***** DATA IN THIS EXERCISE

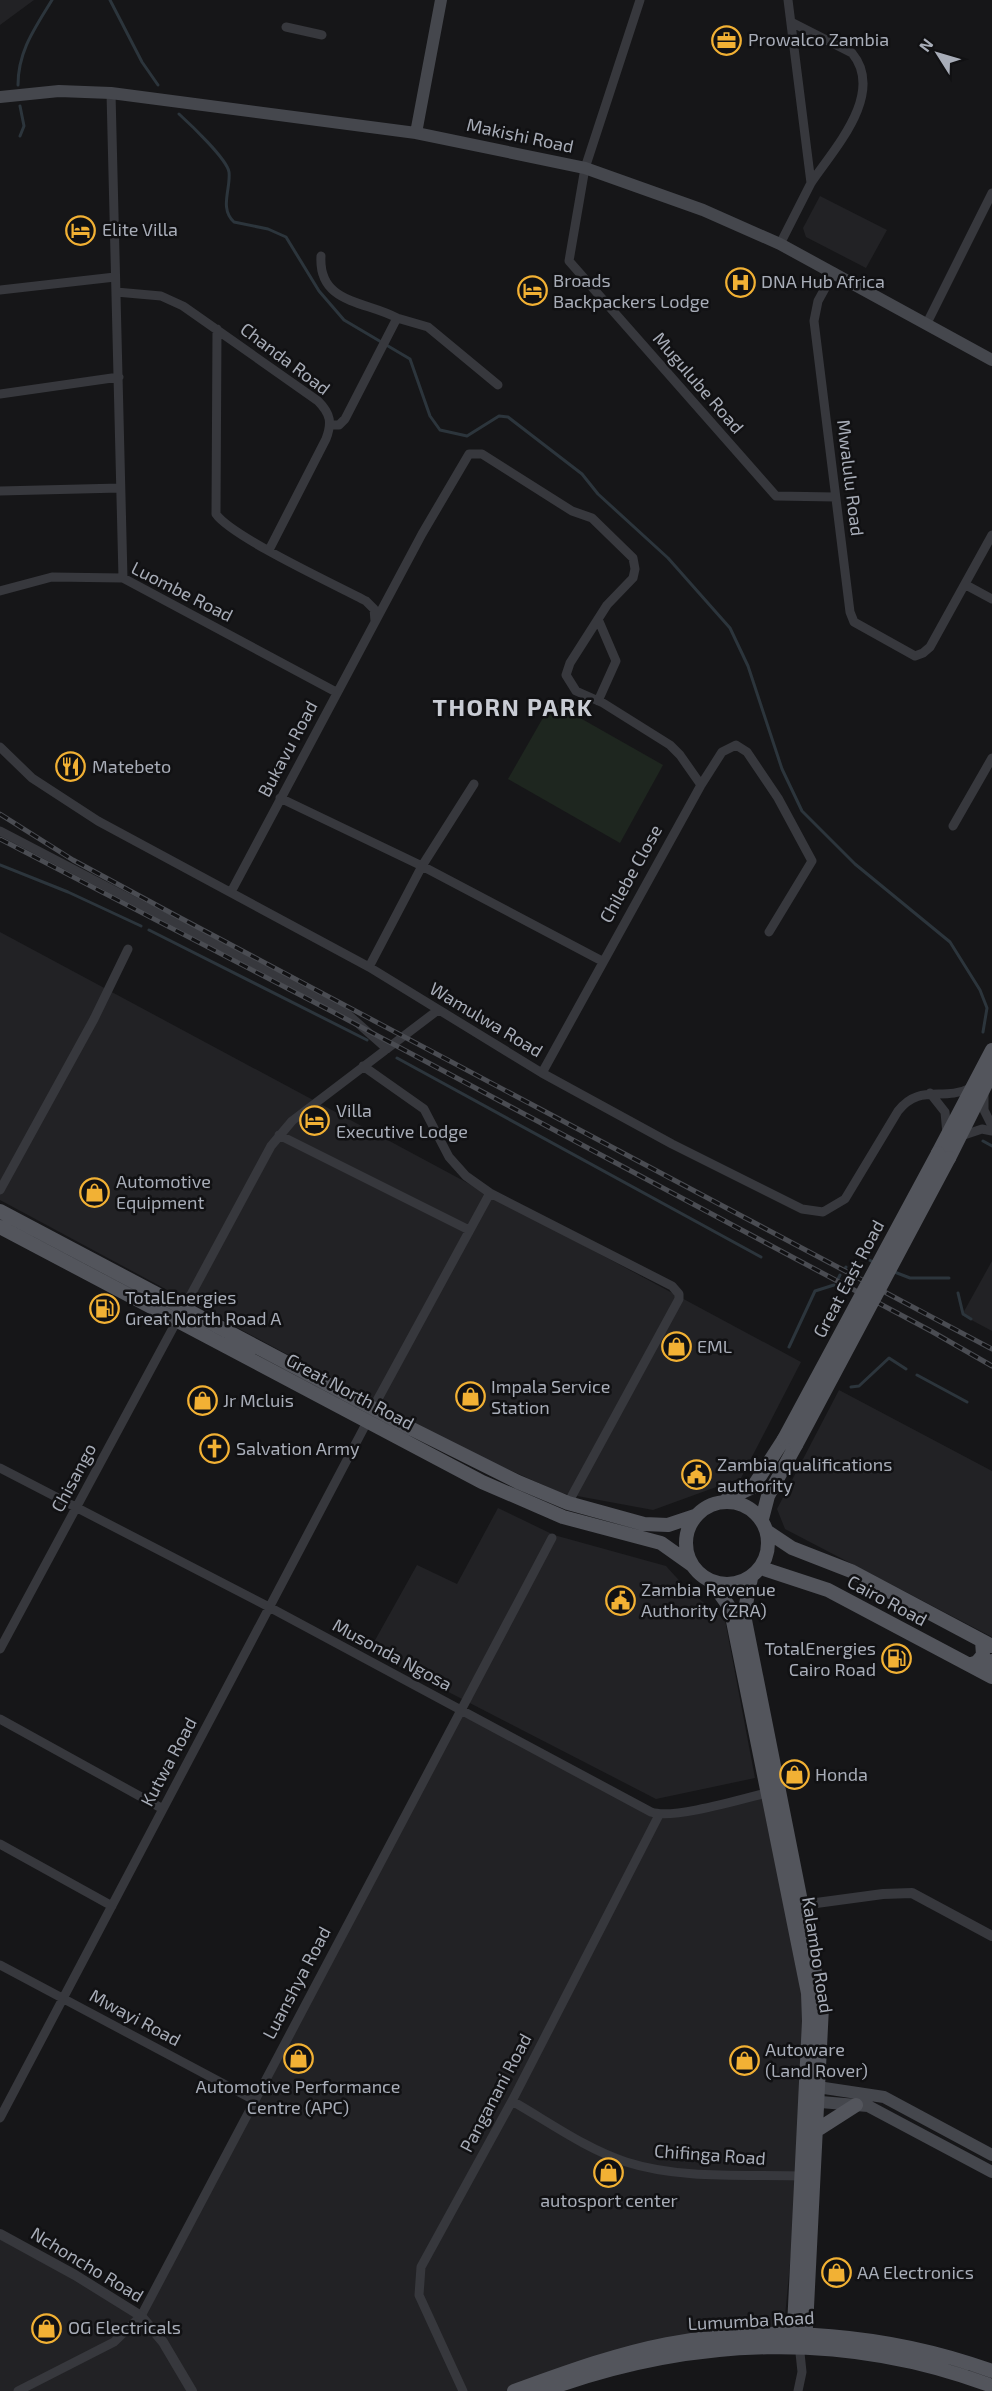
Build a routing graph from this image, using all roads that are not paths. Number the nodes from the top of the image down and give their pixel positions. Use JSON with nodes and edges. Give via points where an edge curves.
{"nodes":[{"id":1,"x":441,"y":0,"type":"edge"},
{"id":2,"x":639,"y":0,"type":"edge"},
{"id":3,"x":788,"y":0,"type":"edge"},
{"id":4,"x":791,"y":22,"type":"junction"},
{"id":5,"x":286,"y":27,"type":"dead end"},
{"id":6,"x":322,"y":34,"type":"dead end"},
{"id":7,"x":111,"y":93,"type":"junction"},
{"id":8,"x":0,"y":97,"type":"edge"},
{"id":9,"x":417,"y":133,"type":"junction"},
{"id":10,"x":585,"y":168,"type":"junction"},
{"id":11,"x":811,"y":183,"type":"junction"},
{"id":12,"x":992,"y":193,"type":"edge"},
{"id":13,"x":780,"y":244,"type":"junction"},
{"id":14,"x":321,"y":256,"type":"dead end"},
{"id":15,"x":834,"y":272,"type":"junction"},
{"id":16,"x":115,"y":277,"type":"junction"},
{"id":17,"x":0,"y":290,"type":"edge"},
{"id":18,"x":116,"y":292,"type":"junction"},
{"id":19,"x":397,"y":318,"type":"junction"},
{"id":20,"x":927,"y":323,"type":"junction"},
{"id":21,"x":217,"y":329,"type":"junction"},
{"id":22,"x":992,"y":360,"type":"edge"},
{"id":23,"x":119,"y":377,"type":"junction"},
{"id":24,"x":498,"y":385,"type":"dead end"},
{"id":25,"x":0,"y":394,"type":"edge"},
{"id":26,"x":330,"y":425,"type":"junction"},
{"id":27,"x":120,"y":489,"type":"junction"},
{"id":28,"x":0,"y":491,"type":"edge"},
{"id":29,"x":835,"y":497,"type":"junction"},
{"id":30,"x":992,"y":535,"type":"edge"},
{"id":31,"x":269,"y":550,"type":"junction"},
{"id":32,"x":123,"y":578,"type":"junction"},
{"id":33,"x":966,"y":585,"type":"junction"},
{"id":34,"x":0,"y":591,"type":"edge"},
{"id":35,"x":992,"y":599,"type":"edge"},
{"id":36,"x":598,"y":619,"type":"junction"},
{"id":37,"x":375,"y":623,"type":"junction"},
{"id":38,"x":336,"y":692,"type":"junction"},
{"id":39,"x":598,"y":701,"type":"junction"},
{"id":40,"x":0,"y":747,"type":"edge"},
{"id":41,"x":992,"y":758,"type":"edge"},
{"id":42,"x":474,"y":784,"type":"dead end"},
{"id":43,"x":701,"y":784,"type":"junction"},
{"id":44,"x":280,"y":798,"type":"junction"},
{"id":45,"x":953,"y":826,"type":"dead end"},
{"id":46,"x":0,"y":831,"type":"edge"},
{"id":47,"x":422,"y":866,"type":"junction"},
{"id":48,"x":231,"y":892,"type":"junction"},
{"id":49,"x":770,"y":932,"type":"dead end"},
{"id":50,"x":128,"y":949,"type":"dead end"},
{"id":51,"x":602,"y":961,"type":"junction"},
{"id":52,"x":369,"y":967,"type":"junction"},
{"id":53,"x":438,"y":1010,"type":"junction"},
{"id":54,"x":387,"y":1049,"type":"junction"},
{"id":55,"x":992,"y":1050,"type":"edge"},
{"id":56,"x":363,"y":1066,"type":"junction"},
{"id":57,"x":992,"y":1072,"type":"edge"},
{"id":58,"x":542,"y":1073,"type":"junction"},
{"id":59,"x":980,"y":1087,"type":"junction"},
{"id":60,"x":930,"y":1093,"type":"junction"},
{"id":61,"x":992,"y":1126,"type":"edge"},
{"id":62,"x":992,"y":1131,"type":"edge"},
{"id":63,"x":279,"y":1135,"type":"junction"},
{"id":64,"x":947,"y":1136,"type":"junction"},
{"id":65,"x":961,"y":1136,"type":"junction"},
{"id":66,"x":944,"y":1156,"type":"junction"},
{"id":67,"x":0,"y":1190,"type":"edge"},
{"id":68,"x":490,"y":1193,"type":"junction"},
{"id":69,"x":0,"y":1211,"type":"edge"},
{"id":70,"x":0,"y":1218,"type":"edge"},
{"id":71,"x":0,"y":1227,"type":"edge"},
{"id":72,"x":469,"y":1230,"type":"junction"},
{"id":73,"x":38,"y":1247,"type":"junction"},
{"id":74,"x":180,"y":1315,"type":"junction"},
{"id":75,"x":373,"y":1408,"type":"junction"},
{"id":76,"x":368,"y":1422,"type":"junction"},
{"id":77,"x":790,"y":1442,"type":"junction"},
{"id":78,"x":0,"y":1468,"type":"edge"},
{"id":79,"x":568,"y":1503,"type":"junction"},
{"id":80,"x":716,"y":1503,"type":"junction"},
{"id":81,"x":76,"y":1509,"type":"junction"},
{"id":82,"x":695,"y":1516,"type":"junction"},
{"id":83,"x":765,"y":1526,"type":"junction"},
{"id":84,"x":552,"y":1538,"type":"dead end"},
{"id":85,"x":692,"y":1565,"type":"junction"},
{"id":86,"x":756,"y":1573,"type":"junction"},
{"id":87,"x":711,"y":1581,"type":"junction"},
{"id":88,"x":269,"y":1607,"type":"junction"},
{"id":89,"x":987,"y":1643,"type":"edge"},
{"id":90,"x":0,"y":1649,"type":"edge"},
{"id":91,"x":992,"y":1661,"type":"edge"},
{"id":92,"x":969,"y":1665,"type":"junction"},
{"id":93,"x":992,"y":1677,"type":"edge"},
{"id":94,"x":460,"y":1710,"type":"junction"},
{"id":95,"x":0,"y":1719,"type":"edge"},
{"id":96,"x":774,"y":1791,"type":"junction"},
{"id":97,"x":163,"y":1809,"type":"junction"},
{"id":98,"x":659,"y":1815,"type":"junction"},
{"id":99,"x":0,"y":1844,"type":"edge"},
{"id":100,"x":112,"y":1906,"type":"junction"},
{"id":101,"x":798,"y":1906,"type":"junction"},
{"id":102,"x":992,"y":1936,"type":"edge"},
{"id":103,"x":0,"y":1965,"type":"edge"},
{"id":104,"x":63,"y":1998,"type":"junction"},
{"id":105,"x":812,"y":2094,"type":"junction"},
{"id":106,"x":254,"y":2100,"type":"junction"},
{"id":107,"x":512,"y":2101,"type":"junction"},
{"id":108,"x":856,"y":2105,"type":"junction"},
{"id":109,"x":0,"y":2118,"type":"edge"},
{"id":110,"x":817,"y":2130,"type":"junction"},
{"id":111,"x":992,"y":2155,"type":"edge"},
{"id":112,"x":992,"y":2172,"type":"edge"},
{"id":113,"x":808,"y":2176,"type":"junction"},
{"id":114,"x":0,"y":2234,"type":"edge"},
{"id":115,"x":141,"y":2316,"type":"junction"},
{"id":116,"x":799,"y":2343,"type":"junction"},
{"id":117,"x":992,"y":2371,"type":"edge"},
{"id":118,"x":992,"y":2386,"type":"edge"},
{"id":119,"x":18,"y":2391,"type":"edge"},
{"id":120,"x":192,"y":2391,"type":"edge"},
{"id":121,"x":463,"y":2391,"type":"edge"},
{"id":122,"x":514,"y":2391,"type":"edge"},
{"id":123,"x":543,"y":2391,"type":"edge"},
{"id":124,"x":798,"y":2391,"type":"edge"}],
"edges":[{"from":1,"to":9,"type":"main road"},
{"from":2,"to":10,"type":"street","name":"Mugulube Road"},
{"from":3,"to":4,"type":"street"},
{"from":4,"to":11,"type":"street"},
{"from":4,"to":11,"type":"street","via":[[852,53],[861,78],[855,116]]},
{"from":5,"to":6,"type":"street"},
{"from":7,"to":8,"type":"main road","name":"Makishi Road","via":[[59,91]]},
{"from":7,"to":9,"type":"main road","name":"Makishi Road"},
{"from":7,"to":16,"type":"street"},
{"from":9,"to":10,"type":"main road","name":"Makishi Road"},
{"from":10,"to":13,"type":"main road","name":"Makishi Road","via":[[703,210]]},
{"from":10,"to":29,"type":"street","name":"Mugulube Road","via":[[571,263],[776,496]]},
{"from":11,"to":13,"type":"street"},
{"from":12,"to":20,"type":"street"},
{"from":13,"to":15,"type":"main road","name":"Makishi Road"},
{"from":14,"to":19,"type":"street","via":[[324,279],[337,294]]},
{"from":15,"to":20,"type":"main road","name":"Makishi Road"},
{"from":15,"to":29,"type":"street","name":"Mwalulu Road","via":[[818,301],[814,321]]},
{"from":16,"to":17,"type":"street"},
{"from":16,"to":18,"type":"street"},
{"from":18,"to":21,"type":"street","name":"Chanda Road","via":[[161,296]]},
{"from":18,"to":23,"type":"street"},
{"from":19,"to":24,"type":"street","via":[[428,327]]},
{"from":19,"to":26,"type":"street","via":[[345,419],[339,425]]},
{"from":20,"to":22,"type":"main road","name":"Makishi Road"},
{"from":21,"to":26,"type":"street","name":"Chanda Road","via":[[318,401],[328,412]]},
{"from":21,"to":31,"type":"street","via":[[215,508],[224,523]]},
{"from":23,"to":25,"type":"street"},
{"from":23,"to":27,"type":"street"},
{"from":26,"to":31,"type":"street","name":"Chanda Road"},
{"from":27,"to":28,"type":"street"},
{"from":27,"to":32,"type":"street"},
{"from":29,"to":33,"type":"street","name":"Mwalulu Road","via":[[851,617],[858,625],[915,656],[930,647]]},
{"from":30,"to":33,"type":"street"},
{"from":31,"to":37,"type":"street","via":[[366,601],[374,609]]},
{"from":32,"to":34,"type":"street","name":"Luombe Road","via":[[52,577]]},
{"from":32,"to":38,"type":"street","name":"Luombe Road"},
{"from":33,"to":35,"type":"street"},
{"from":36,"to":37,"type":"street","name":"Bukavu Road","via":[[633,578],[633,558],[592,518],[572,512],[482,454],[469,454]]},
{"from":36,"to":39,"type":"street","via":[[616,661]]},
{"from":36,"to":39,"type":"street","via":[[566,675],[576,691]]},
{"from":37,"to":38,"type":"street","name":"Bukavu Road"},
{"from":38,"to":44,"type":"street","name":"Bukavu Road"},
{"from":39,"to":43,"type":"street","via":[[675,750]]},
{"from":40,"to":48,"type":"street","name":"Wamulwa Road","via":[[32,778],[76,808]]},
{"from":41,"to":45,"type":"street"},
{"from":42,"to":47,"type":"street"},
{"from":43,"to":49,"type":"street","name":"Chilebe Close","via":[[722,752],[736,745],[747,752],[812,861]]},
{"from":43,"to":51,"type":"street","name":"Chilebe Close"},
{"from":44,"to":47,"type":"street"},
{"from":44,"to":48,"type":"street","name":"Bukavu Road"},
{"from":46,"to":54,"type":"street","via":[[343,1010]]},
{"from":47,"to":51,"type":"street"},
{"from":47,"to":52,"type":"street"},
{"from":48,"to":52,"type":"street","name":"Wamulwa Road"},
{"from":50,"to":67,"type":"street"},
{"from":51,"to":58,"type":"street","name":"Chilebe Close"},
{"from":52,"to":53,"type":"street","name":"Wamulwa Road"},
{"from":53,"to":54,"type":"street","name":"Chisango"},
{"from":53,"to":58,"type":"street","name":"Wamulwa Road"},
{"from":54,"to":56,"type":"street","name":"Chisango"},
{"from":55,"to":59,"type":"main road","name":"Great East Road"},
{"from":56,"to":63,"type":"street","name":"Chisango"},
{"from":56,"to":68,"type":"street","via":[[424,1109],[448,1157]]},
{"from":57,"to":59,"type":"main road","name":"Great East Road"},
{"from":58,"to":60,"type":"street","name":"Wamulwa Road","via":[[672,1144],[813,1212],[823,1212],[845,1199],[897,1111],[912,1097]]},
{"from":59,"to":60,"type":"street","name":"Wamulwa Road","via":[[953,1095]]},
{"from":59,"to":61,"type":"street"},
{"from":59,"to":64,"type":"main road","name":"Great East Road"},
{"from":59,"to":65,"type":"main road","name":"Great East Road"},
{"from":60,"to":64,"type":"street","via":[[945,1112]]},
{"from":62,"to":65,"type":"street","via":[[982,1129]]},
{"from":63,"to":72,"type":"street"},
{"from":63,"to":74,"type":"street","name":"Chisango"},
{"from":64,"to":66,"type":"main road","name":"Great East Road"},
{"from":65,"to":66,"type":"main road","name":"Great East Road"},
{"from":66,"to":77,"type":"main road","name":"Great East Road","bridge":true},
{"from":68,"to":72,"type":"street"},
{"from":68,"to":79,"type":"street","via":[[672,1286],[679,1294]]},
{"from":69,"to":74,"type":"main road","name":"Great North Road"},
{"from":70,"to":73,"type":"street","via":[[26,1233]]},
{"from":71,"to":73,"type":"main road","name":"Great North Road"},
{"from":72,"to":75,"type":"street"},
{"from":73,"to":74,"type":"main road","name":"Great North Road"},
{"from":74,"to":75,"type":"main road","name":"Great North Road"},
{"from":74,"to":76,"type":"main road","name":"Great North Road"},
{"from":74,"to":81,"type":"street","name":"Chisango"},
{"from":75,"to":79,"type":"main road","name":"Great North Road","via":[[509,1478]]},
{"from":76,"to":85,"type":"main road","name":"Great North Road","via":[[516,1498],[572,1520],[661,1543]]},
{"from":76,"to":88,"type":"street","name":"Kutwa Road"},
{"from":77,"to":80,"type":"main road","name":"Great East Road","via":[[750,1491]]},
{"from":77,"to":83,"type":"main road","name":"Great East Road","via":[[770,1490]]},
{"from":78,"to":81,"type":"street","name":"Musonda Ngosa"},
{"from":79,"to":82,"type":"main road","name":"Great North Road","via":[[652,1524],[678,1523]]},
{"from":80,"to":82,"type":"main road"},
{"from":80,"to":83,"type":"main road","via":[[742,1504]]},
{"from":81,"to":88,"type":"street","name":"Musonda Ngosa"},
{"from":81,"to":90,"type":"street","name":"Chisango"},
{"from":82,"to":85,"type":"main road","via":[[686,1540]]},
{"from":83,"to":86,"type":"main road","via":[[768,1551]]},
{"from":83,"to":89,"type":"main road","name":"Cairo Road","via":[[792,1548],[850,1571]]},
{"from":84,"to":94,"type":"street","name":"Luanshya Road"},
{"from":85,"to":87,"type":"main road"},
{"from":86,"to":87,"type":"main road","via":[[738,1583],[724,1585]]},
{"from":86,"to":92,"type":"main road","name":"Cairo Road","via":[[828,1590]]},
{"from":86,"to":96,"type":"main road","name":"Kalambo Road","via":[[744,1615]]},
{"from":87,"to":96,"type":"main road","name":"Kalambo Road","via":[[732,1616]]},
{"from":88,"to":94,"type":"street","name":"Musonda Ngosa"},
{"from":88,"to":97,"type":"street","name":"Kutwa Road"},
{"from":89,"to":92,"type":"main road","via":[[977,1662]]},
{"from":91,"to":93,"type":"main road"},
{"from":92,"to":93,"type":"main road","name":"Cairo Road"},
{"from":94,"to":98,"type":"street","name":"Musonda Ngosa"},
{"from":94,"to":106,"type":"street","name":"Luanshya Road"},
{"from":95,"to":97,"type":"street"},
{"from":96,"to":98,"type":"street"},
{"from":96,"to":101,"type":"main road","name":"Kalambo Road"},
{"from":97,"to":100,"type":"street","name":"Kutwa Road"},
{"from":98,"to":107,"type":"street","name":"Panganani Road"},
{"from":99,"to":100,"type":"street"},
{"from":100,"to":104,"type":"street","name":"Kutwa Road"},
{"from":101,"to":102,"type":"street","via":[[912,1893]]},
{"from":101,"to":105,"type":"main road","name":"Kalambo Road","via":[[808,1993]]},
{"from":103,"to":104,"type":"street","name":"Mwayi Road"},
{"from":104,"to":106,"type":"street","name":"Mwayi Road"},
{"from":104,"to":109,"type":"street","name":"Kutwa Road"},
{"from":105,"to":108,"type":"main road"},
{"from":105,"to":110,"type":"main road","name":"Kalambo Road"},
{"from":105,"to":111,"type":"main road","via":[[884,2097]]},
{"from":105,"to":113,"type":"main road","name":"Kalambo Road"},
{"from":106,"to":115,"type":"street","name":"Luanshya Road"},
{"from":107,"to":113,"type":"street","name":"Chifinga Road","via":[[606,2154],[639,2166],[691,2174]]},
{"from":107,"to":121,"type":"street","name":"Panganani Road","via":[[419,2277],[419,2295]]},
{"from":108,"to":110,"type":"main road"},
{"from":108,"to":112,"type":"main road","via":[[881,2112]]},
{"from":110,"to":113,"type":"main road","name":"Kalambo Road"},
{"from":113,"to":116,"type":"main road","name":"Kalambo Road"},
{"from":114,"to":115,"type":"street","name":"Nchoncho Road"},
{"from":115,"to":119,"type":"street","name":"Luanshya Road","via":[[114,2342]]},
{"from":115,"to":120,"type":"street","name":"Nchoncho Road","via":[[163,2342]]},
{"from":116,"to":117,"type":"main road","name":"Lumumba Road","via":[[902,2346]]},
{"from":116,"to":118,"type":"main road","name":"Lumumba Road","via":[[910,2361]]},
{"from":116,"to":122,"type":"main road","name":"Lumumba Road","via":[[728,2337],[667,2344],[572,2370]]},
{"from":116,"to":123,"type":"main road","name":"Lumumba Road","via":[[666,2356],[581,2377]]},
{"from":116,"to":124,"type":"street","via":[[802,2372]]}]}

**********

* _PROBLEM STATEMENT_
The answer is each line from the entries above in which the word "Cairo" occurs.

* _RESULT OF THIS TASK_
{"from":83,"to":89,"type":"main road","name":"Cairo Road","via":[[792,1548],[850,1571]]},
{"from":86,"to":92,"type":"main road","name":"Cairo Road","via":[[828,1590]]},
{"from":92,"to":93,"type":"main road","name":"Cairo Road"},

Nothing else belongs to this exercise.